» **SUPPLIED RECORDS**
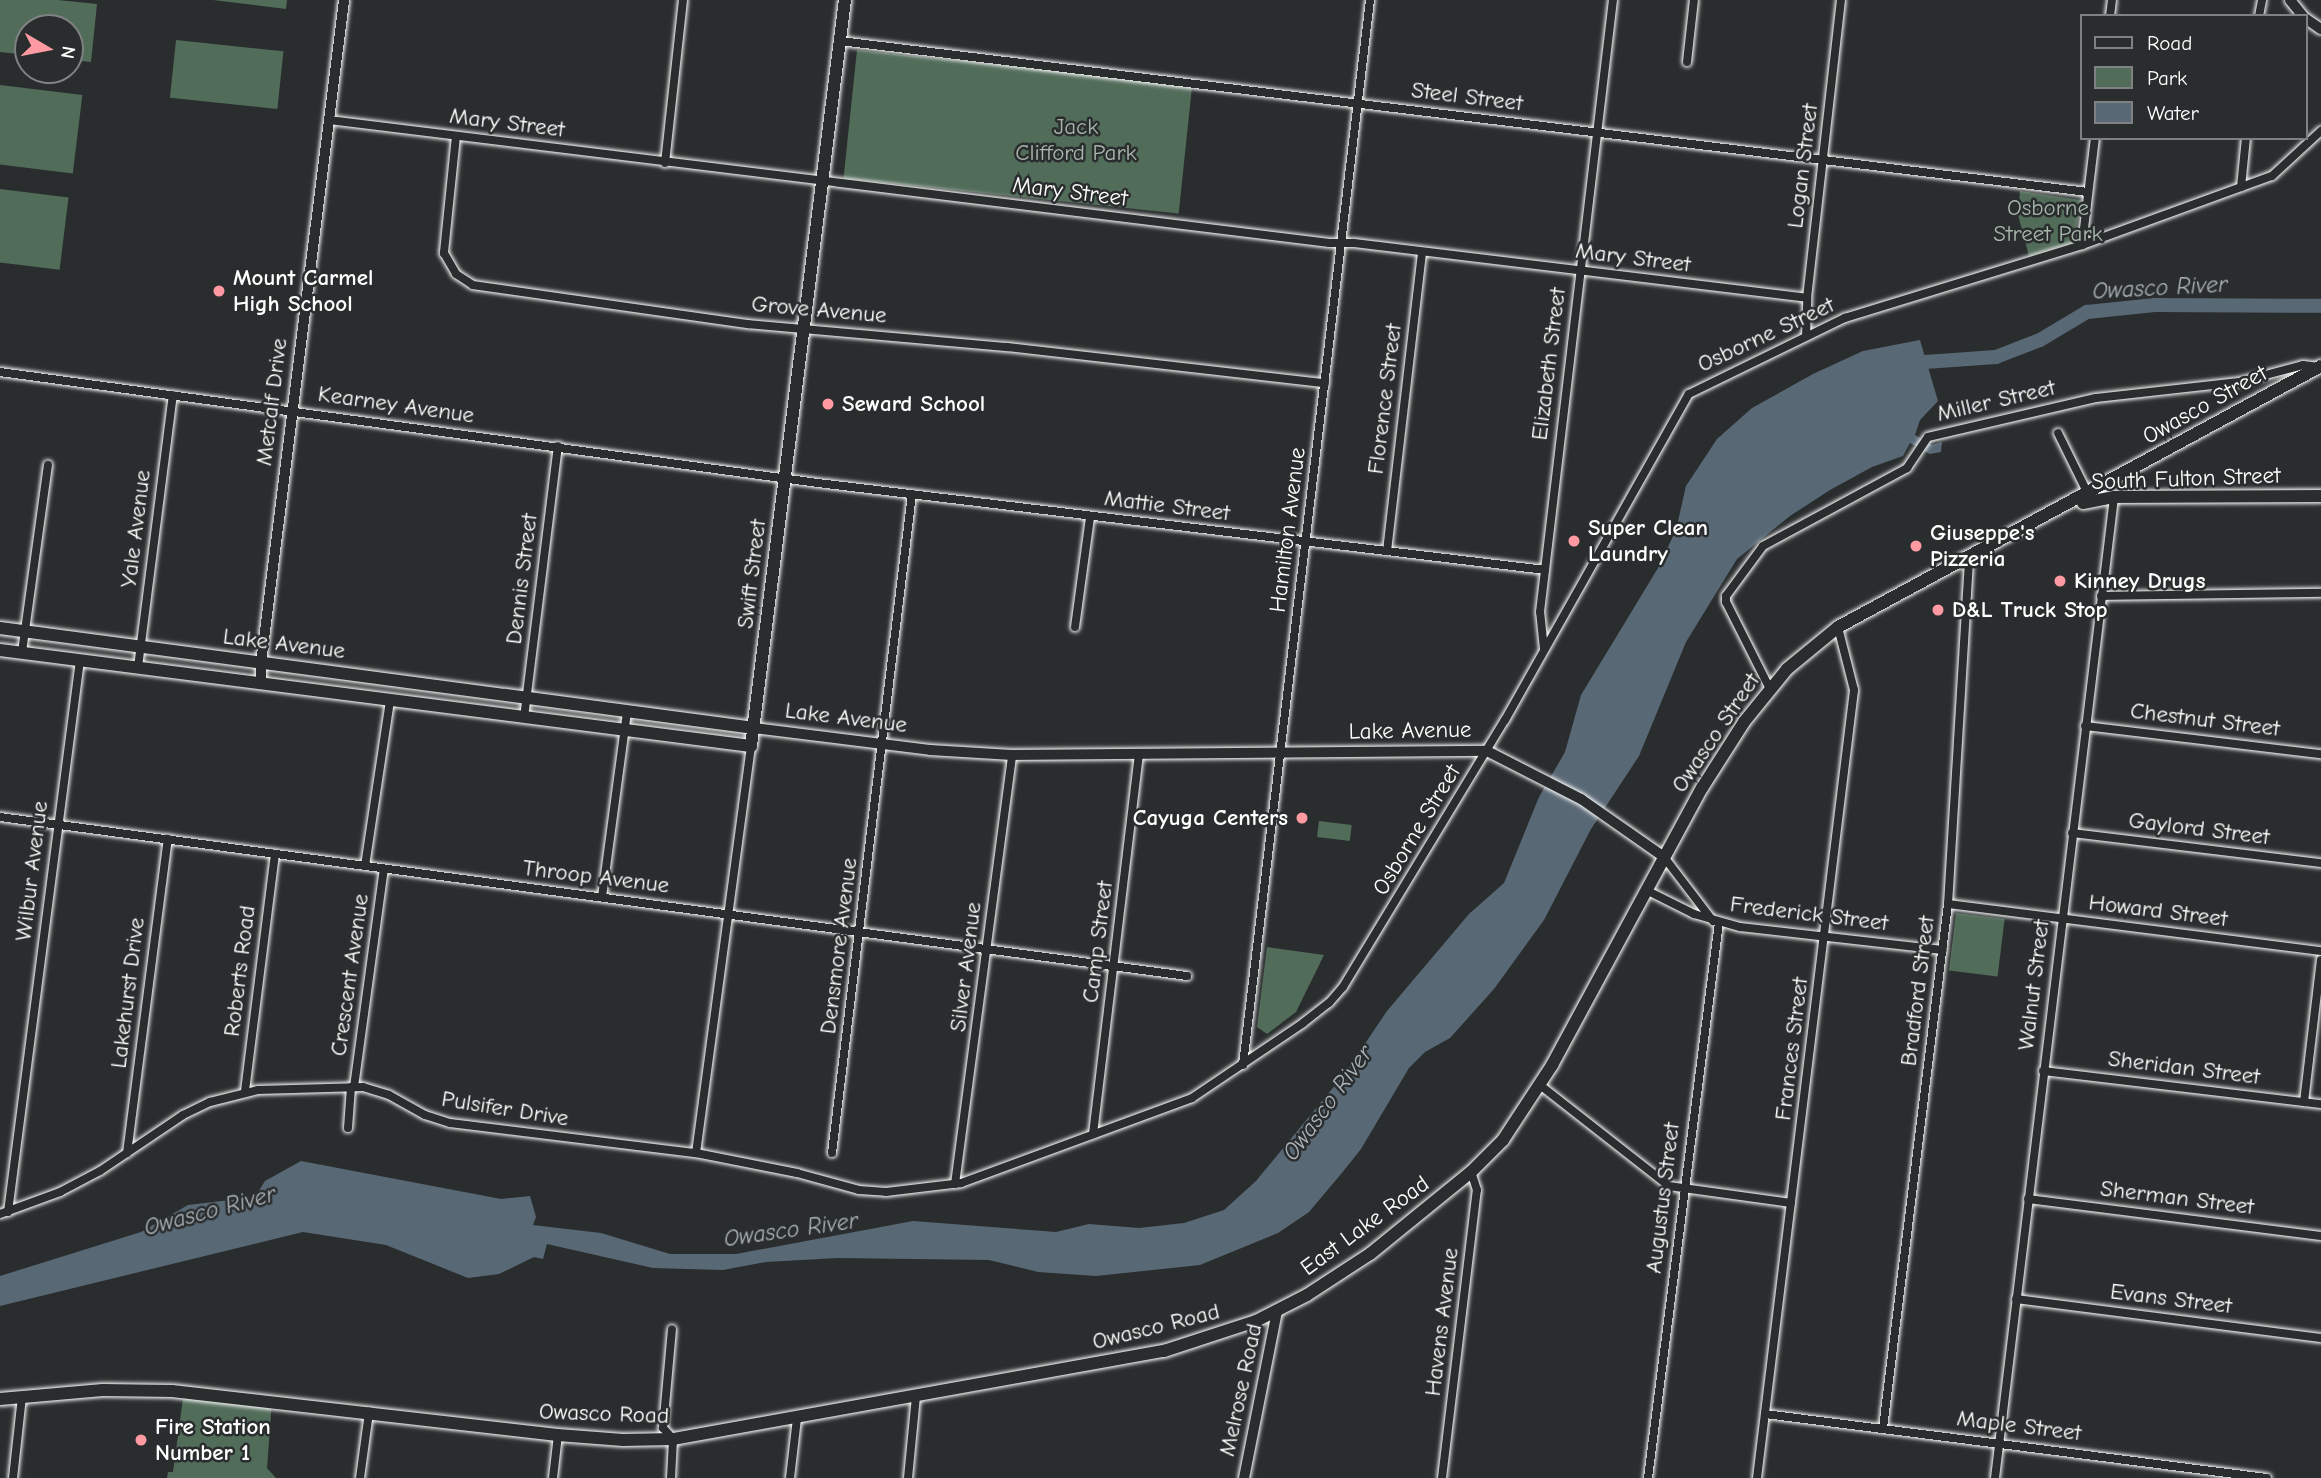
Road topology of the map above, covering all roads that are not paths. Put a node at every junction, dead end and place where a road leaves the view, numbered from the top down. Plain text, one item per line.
1 (344, 0) edge
2 (683, 0) edge
3 (845, 0) edge
4 (1370, 0) edge
5 (1613, 0) edge
6 (1694, 0) edge
7 (1842, 0) edge
8 (840, 41) junction
9 (1687, 62) dead end
10 (1358, 104) junction
11 (329, 120) junction
12 (2321, 131) edge
13 (1597, 133) junction
14 (456, 136) junction
15 (2095, 140) edge
16 (2246, 140) edge
17 (1823, 160) junction
18 (665, 163) junction
19 (822, 181) junction
20 (2241, 187) junction
21 (2088, 192) junction
22 (1342, 242) junction
23 (2082, 245) junction
24 (1422, 252) junction
25 (1580, 271) junction
26 (1807, 299) junction
27 (805, 328) junction
28 (1806, 336) junction
29 (2320, 366) edge
30 (0, 372) edge
31 (1325, 383) junction
32 (173, 395) junction
33 (293, 410) junction
34 (2058, 433) dead end
35 (558, 446) junction
36 (48, 465) dead end
37 (786, 477) junction
38 (2108, 483) junction
39 (912, 494) junction
40 (2088, 494) junction
41 (2321, 496) edge
42 (2114, 497) junction
43 (2053, 513) junction
44 (1090, 517) junction
45 (1306, 542) junction
46 (1387, 551) junction
47 (1969, 558) junction
48 (1545, 570) junction
49 (2321, 593) edge
50 (2101, 596) junction
51 (1075, 627) dead end
52 (1838, 627) junction
53 (0, 628) edge
54 (25, 631) junction
55 (140, 647) junction
56 (1544, 649) junction
57 (0, 650) edge
58 (22, 652) junction
59 (80, 660) junction
60 (261, 663) junction
61 (138, 667) junction
62 (261, 684) junction
63 (1770, 688) junction
64 (527, 698) junction
65 (390, 701) junction
66 (626, 711) junction
67 (524, 718) junction
68 (2085, 726) junction
69 (754, 728) junction
70 (623, 731) junction
71 (883, 744) junction
72 (751, 746) junction
73 (1487, 751) junction
74 (1279, 752) junction
75 (2321, 754) edge
76 (1012, 755) junction
77 (1139, 755) junction
78 (0, 817) edge
79 (58, 825) junction
80 (2072, 833) junction
81 (168, 839) junction
82 (275, 854) junction
83 (1664, 857) junction
84 (2321, 863) edge
85 (365, 866) junction
86 (384, 869) junction
87 (1646, 890) junction
88 (602, 897) junction
89 (1948, 904) junction
90 (730, 914) junction
91 (2062, 918) junction
92 (1716, 921) junction
93 (860, 932) junction
94 (1826, 936) junction
95 (988, 947) junction
96 (1943, 950) junction
97 (2321, 951) edge
98 (2321, 960) edge
99 (1114, 964) junction
100 (1187, 976) dead end
101 (1243, 1065) junction
102 (2043, 1071) junction
103 (1540, 1085) junction
104 (353, 1087) junction
105 (245, 1091) junction
106 (2304, 1101) junction
107 (2321, 1104) edge
108 (348, 1128) dead end
109 (1093, 1134) junction
110 (127, 1153) junction
111 (696, 1153) junction
112 (832, 1153) dead end
113 (1473, 1170) junction
114 (828, 1180) joint
115 (955, 1184) junction
116 (1684, 1191) junction
117 (2028, 1199) junction
118 (1791, 1203) junction
119 (4, 1213) edge
120 (2321, 1236) edge
121 (2016, 1299) junction
122 (1278, 1311) junction
123 (672, 1329) dead end
124 (2321, 1338) edge
125 (916, 1396) junction
126 (22, 1397) junction
127 (0, 1399) edge
128 (369, 1412) junction
129 (1765, 1414) junction
130 (797, 1418) junction
131 (1882, 1428) junction
132 (558, 1435) junction
133 (673, 1439) junction
134 (1999, 1443) junction
135 (13, 1478) edge
136 (360, 1478) edge
137 (553, 1478) edge
138 (671, 1478) edge
139 (790, 1478) edge
140 (908, 1478) edge
141 (1244, 1478) edge
142 (1442, 1478) edge
143 (1648, 1478) edge
144 (1757, 1478) edge
145 (1995, 1478) edge
146 (2267, 1478) edge

1 - 11 street, Metcalf Drive
2 - 18 street
3 - 8 main road, Swift Street
4 - 10 street, Hamilton Avenue
5 - 13 street, Elizabeth Street
6 - 9 street
7 - 17 street, Logan Street
8 - 10 street, Steel Street
8 - 19 main road, Swift Street
10 - 13 street, Steel Street
10 - 22 street, Hamilton Avenue
11 - 14 street, Mary Street
11 - 33 street, Metcalf Drive
12 - 20 street, Osborne Street
13 - 17 street, Steel Street
13 - 25 street, Elizabeth Street
14 - 18 street, Mary Street
14 - 27 street, Grove Avenue
15 - 21 street
16 - 20 street
17 - 21 street, Steel Street
17 - 26 street, Logan Street
18 - 19 street, Mary Street
19 - 22 street, Mary Street
19 - 27 main road, Swift Street
20 - 23 street, Osborne Street
21 - 23 street
22 - 24 street, Mary Street
22 - 31 street, Hamilton Avenue
23 - 28 street, Osborne Street
24 - 25 street, Mary Street
24 - 46 street, Florence Street
25 - 26 street, Mary Street
25 - 48 street, Elizabeth Street
26 - 28 street, Logan Street
27 - 31 street, Grove Avenue
27 - 37 main road, Swift Street
28 - 56 street, Osborne Street
29 - 38 main road, Owasco Street
29 - 63 street, Miller Street
30 - 32 street, Kearney Avenue
31 - 45 street, Hamilton Avenue
32 - 33 street, Kearney Avenue
32 - 55 street, Yale Avenue
33 - 35 street, Kearney Avenue
33 - 60 street, Metcalf Drive
34 - 40 street
35 - 37 street, Kearney Avenue
35 - 64 street, Dennis Street
36 - 54 street
37 - 39 street, Mattie Street
37 - 69 main road, Swift Street
38 - 40 main road, Owasco Street
38 - 42 main road
39 - 44 street, Mattie Street
39 - 71 street, Densmore Avenue
40 - 43 main road, Owasco Street
41 - 42 main road, South Fulton Street
42 - 43 main road, South Fulton Street
42 - 50 street, Walnut Street
43 - 47 main road, Owasco Street
44 - 45 street, Mattie Street
44 - 51 street
45 - 46 street, Mattie Street
45 - 74 street, Hamilton Avenue
46 - 48 street, Mattie Street
47 - 52 main road, Owasco Street
47 - 89 street, Bradford Street
48 - 56 street, Elizabeth Street
49 - 50 street
50 - 68 street, Walnut Street
52 - 63 main road, Owasco Street
52 - 94 street, Frances Street
53 - 54 main road, Lake Avenue
54 - 55 main road, Lake Avenue
54 - 58 street
55 - 60 main road, Lake Avenue
55 - 61 street, Yale Avenue
56 - 73 street, Osborne Street
57 - 58 main road, Lake Avenue
58 - 59 main road, Lake Avenue
59 - 61 main road, Lake Avenue
59 - 79 street, Wilbur Avenue
60 - 62 street, Metcalf Drive
60 - 64 main road, Lake Avenue
61 - 62 main road, Lake Avenue
62 - 65 main road, Lake Avenue
63 - 83 main road, Owasco Street
64 - 66 main road, Lake Avenue
64 - 67 street, Dennis Street
65 - 67 main road, Lake Avenue
65 - 85 street, Crescent Avenue
66 - 69 main road, Lake Avenue
66 - 70 street
67 - 70 main road, Lake Avenue
68 - 75 street, Chestnut Street
68 - 80 street, Walnut Street
69 - 71 street, Lake Avenue
69 - 72 main road, Swift Street
70 - 72 main road, Lake Avenue
70 - 88 street
71 - 76 street, Lake Avenue
71 - 93 street, Densmore Avenue
72 - 90 street, Swift Street
73 - 74 street, Lake Avenue
73 - 83 street, Lake Avenue
73 - 101 street, Osborne Street
74 - 77 street, Lake Avenue
74 - 101 street, Hamilton Avenue
76 - 77 street, Lake Avenue
76 - 95 street, Silver Avenue
77 - 99 street, Camp Street
78 - 79 street, Throop Avenue
79 - 81 street, Throop Avenue
79 - 119 street, Wilbur Avenue
80 - 84 street, Gaylord Street
80 - 91 street, Walnut Street
81 - 82 street, Throop Avenue
81 - 110 street, Lakehurst Drive
82 - 85 street, Throop Avenue
82 - 105 street, Roberts Road
83 - 87 main road, Owasco Street
83 - 92 street, Frederick Street
85 - 86 street, Throop Avenue
86 - 88 street, Throop Avenue
86 - 104 street, Crescent Avenue
87 - 92 street, Frederick Street
87 - 103 main road, Owasco Street
88 - 90 street, Throop Avenue
89 - 91 street, Howard Street
89 - 96 street, Bradford Street
90 - 93 street, Throop Avenue
90 - 111 street, Swift Street
91 - 97 street, Howard Street
91 - 102 street, Walnut Street
92 - 94 street, Frederick Street
92 - 116 street, Augustus Street
93 - 95 street, Throop Avenue
93 - 112 street, Densmore Avenue
94 - 96 street, Frederick Street
94 - 118 street, Frances Street
95 - 99 street, Throop Avenue
95 - 115 street, Silver Avenue
96 - 131 street, Bradford Street
98 - 106 street
99 - 100 street, Throop Avenue
99 - 109 street, Camp Street
101 - 109 street, Osborne Street
102 - 106 street, Sheridan Street
102 - 117 street, Walnut Street
103 - 113 main road, Owasco Street
103 - 116 street
104 - 105 street, Pulsifer Drive
104 - 108 street, Crescent Avenue
104 - 111 street, Pulsifer Drive
105 - 110 street, Pulsifer Drive
106 - 107 street, Sheridan Street
109 - 115 street, Osborne Street
110 - 119 street, Pulsifer Drive
111 - 114 street, Pulsifer Drive
113 - 122 main road, East Lake Road
113 - 142 street, Havens Avenue
114 - 115 street, Osborne Street
116 - 118 street
116 - 143 street, Augustus Street
117 - 120 street, Sherman Street
117 - 121 street, Walnut Street
118 - 129 street, Frances Street
121 - 124 street, Evans Street
121 - 134 street, Walnut Street
122 - 125 main road, Owasco Road
122 - 141 street, Melrose Road
123 - 133 street
125 - 130 main road, Owasco Road
125 - 140 street
126 - 127 main road, Owasco Road
126 - 128 main road, Owasco Road
126 - 135 street
128 - 132 main road, Owasco Road
128 - 136 street
129 - 131 street, Maple Street
129 - 144 street, Frances Street
130 - 133 main road, Owasco Road
130 - 139 street
131 - 134 street, Maple Street
132 - 133 main road, Owasco Road
132 - 137 street
133 - 138 street
134 - 145 street, Walnut Street
134 - 146 street, Maple Street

» **TASK OBJECTIVE**
Go through the material and select each line with the string "Maple" in it.

» **ANSWER FOR THIS EXERCISE**
129 - 131 street, Maple Street
131 - 134 street, Maple Street
134 - 146 street, Maple Street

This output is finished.